Some more notes on the tutorials I attended

Smalltalk

I was a bit disappointed in this tutorial. It never got much beyond installing an image and getting used to the syntax (which is admittedly a bit different from the curly brace syntax I grew up with). The slide deck was the old-fashioned kind where every point has a bullet point. I felt many of them could have been skimmed over with little loss. I was particularly unhappy about getting several slides at the start about why I might be interested in learning about Smalltalk. Isn't flying to Florida and paying to attend the tutorial enough evidence to show that I am already interested?

The image used was Pharo (apparently a fork of the Squeak project) and the meatier part of the tutorial was spent exploring the Class Browser, Test Runner, inspectors and the Monticello Browser.

The presenter, James Foster, was obviously very knowledgeable about Smalltalk but a little fuzzy on Java and other curly brace languages he was comparing it with. I mentioned that I had some exposure to Ruby and he responded with a money quote from Ward Cunningham that "I always expected Smalltalk to come back, I just didn't expect it to be called Ruby". Well, yes.

Parameterized Unit Testing

This should have been called "demo of the PEX tool". At least two other people who attended were annoyed because the tool could only be used with C# in Windows. Even though I do a lot of C# on Windows these days I was somewhat concerned at licensing terms (pick academic non-commercial or temporary evaluation). Java barely got a mention: apparently Junit4 has some support for parameterized unit tests and Agitar has a product that can be used to generate values.

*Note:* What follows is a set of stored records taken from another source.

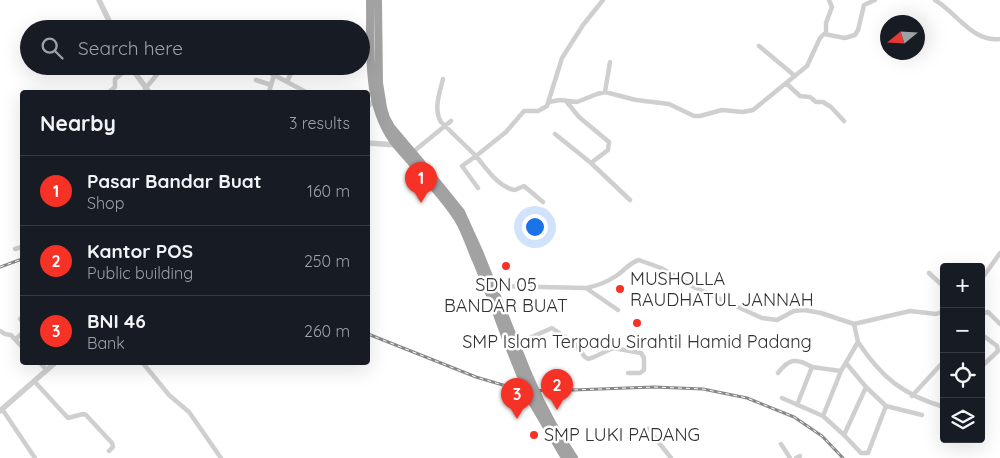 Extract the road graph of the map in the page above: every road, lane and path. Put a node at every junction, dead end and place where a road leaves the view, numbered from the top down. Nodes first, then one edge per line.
1 (99, 0) edge
2 (370, 0) edge
3 (378, 0) edge
4 (603, 0) edge
5 (829, 0) edge
6 (875, 0) edge
7 (935, 0) edge
8 (109, 20) edge
9 (826, 33) junction
10 (1000, 39) edge
11 (759, 46) dead end
12 (610, 62) dead end
13 (120, 75) edge
14 (136, 75) edge
15 (160, 75) edge
16 (274, 75) joint
17 (290, 75) edge
18 (795, 76) junction
19 (443, 79) dead end
20 (256, 80) dead end
21 (287, 82) junction
22 (786, 83) junction
23 (271, 85) junction
24 (111, 90) edge
25 (146, 90) edge
26 (148, 90) edge
27 (269, 90) edge
28 (302, 90) edge
29 (605, 92) junction
30 (374, 100) junction
31 (566, 101) junction
32 (549, 102) junction
33 (370, 104) edge
34 (451, 121) dead end
35 (844, 121) dead end
36 (445, 126) junction
37 (554, 134) dead end
38 (370, 143) edge
39 (396, 145) junction
40 (413, 152) junction
41 (476, 156) junction
42 (591, 163) junction
43 (478, 188) dead end
44 (630, 200) dead end
45 (543, 202) dead end
46 (20, 248) edge
47 (15, 249) dead end
48 (1000, 254) edge
49 (929, 273) dead end
50 (985, 275) edge
51 (940, 283) edge
52 (493, 286) junction
53 (586, 288) junction
54 (618, 310) dead end
55 (940, 312) edge
56 (985, 313) edge
57 (854, 324) junction
58 (1000, 324) edge
59 (0, 331) edge
60 (20, 335) edge
61 (985, 337) edge
62 (16, 339) junction
63 (858, 342) junction
64 (20, 344) edge
65 (516, 350) junction
66 (846, 363) junction
67 (985, 363) edge
68 (42, 365) edge
69 (53, 365) edge
70 (144, 365) edge
71 (940, 365) edge
72 (812, 367) junction
73 (47, 370) junction
74 (841, 370) junction
75 (628, 373) dead end
76 (778, 373) dead end
77 (34, 382) junction
78 (866, 386) junction
79 (912, 396) junction
80 (782, 398) dead end
81 (536, 400) junction
82 (797, 405) junction
83 (886, 406) junction
84 (940, 406) edge
85 (1, 410) edge
86 (922, 415) dead end
87 (823, 416) junction
88 (648, 429) dead end
89 (844, 435) junction
90 (781, 444) dead end
91 (108, 451) dead end
92 (35, 458) edge
93 (221, 458) edge
94 (565, 458) edge
95 (574, 458) edge
96 (671, 458) edge
97 (790, 458) edge

1 - 8 street
2 - 30 highway
3 - 40 highway
4 - 32 street
5 - 9 street
6 - 9 street
7 - 10 street
9 - 18 street
11 - 18 street
12 - 29 street
13 - 24 street
14 - 25 street
15 - 26 street
16 - 21 street
16 - 23 street
17 - 21 street
18 - 22 street
19 - 36 street
20 - 23 street
21 - 28 street
22 - 29 street
22 - 35 street
23 - 27 street
29 - 31 street
30 - 33 street
30 - 39 highway
31 - 32 street
31 - 42 street
32 - 41 street
34 - 36 street
36 - 40 street
36 - 41 street
37 - 42 street
38 - 39 street
39 - 65 highway
40 - 52 highway
41 - 43 street
41 - 45 street
42 - 44 street
46 - 47 street
48 - 50 street
49 - 51 street
52 - 53 street
52 - 65 highway
53 - 54 street
53 - 57 street
55 - 57 street
56 - 58 street
57 - 63 street
59 - 62 street
60 - 62 street
61 - 67 street
62 - 64 street
63 - 66 street
63 - 79 street
65 - 75 street
65 - 81 highway, bridge
66 - 74 street
66 - 78 street
68 - 73 street
69 - 73 street
70 - 93 street
71 - 79 street
72 - 74 street
72 - 76 street
72 - 82 street
73 - 77 street
74 - 87 street
77 - 85 street
77 - 91 street
78 - 83 street
78 - 89 street
79 - 84 street
80 - 82 street
81 - 94 highway
81 - 95 highway
82 - 87 street
83 - 86 street
83 - 89 street
85 - 92 street
87 - 89 street
88 - 96 street
90 - 97 street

The tool itself is impressive. You provide a unit test that takes parameters for the input values. It generates initial values (generally, the simnplest possible) and uses profiler hooks to instrument the bytecode at runtime to provide an extremely detailed trace of actual execution. The tool sees what paths are available at each branch and which are taken. It then uses a constraint solver to decide what values to try to make the execution take other branches. (The constraint solver comes from research into theorem proving and it understands restricted domains like integer arithmetic and simple program constructs such as tuples and arrays.) Within seconds it generates thousands of runs with different test data and keeps only those that caused a new execution path to be taken.

The amount of work required to get this functional is impressive. For example, they built into the tool a formal understanding of the semantics of every single byte code in the CLR (including what exceptions it could throw, including arithmetic overflow, which is possible if you configure Visual Studio the right way).

The question arises: if my unit test is going to get unknown (to me) input values how can I make meaningful assertions about its behaviour? In the tutorial, they presented some "patterns". In many cases, it boils down to identifying the group properties of your code: are there inverse operations, commutative operations, etc? If so, you can build a sequence of operations that should always have the same result, no matter what the input. Others relate to seeing that state invariants are preserved, for example if you insert something into a collection, you always expect to find it there afterwards.

This kind of tool looks promising as a way to alleviate the tedious task of coming up with plausible inputs. It does come at a cost to maintainability of unit tests. It could be very useful in generating regression tests.

It's just a shame that this is Microsoft only and, at that, not available for production use unless Microsoft decides to include it in their Visual Studio offering at some time in the future.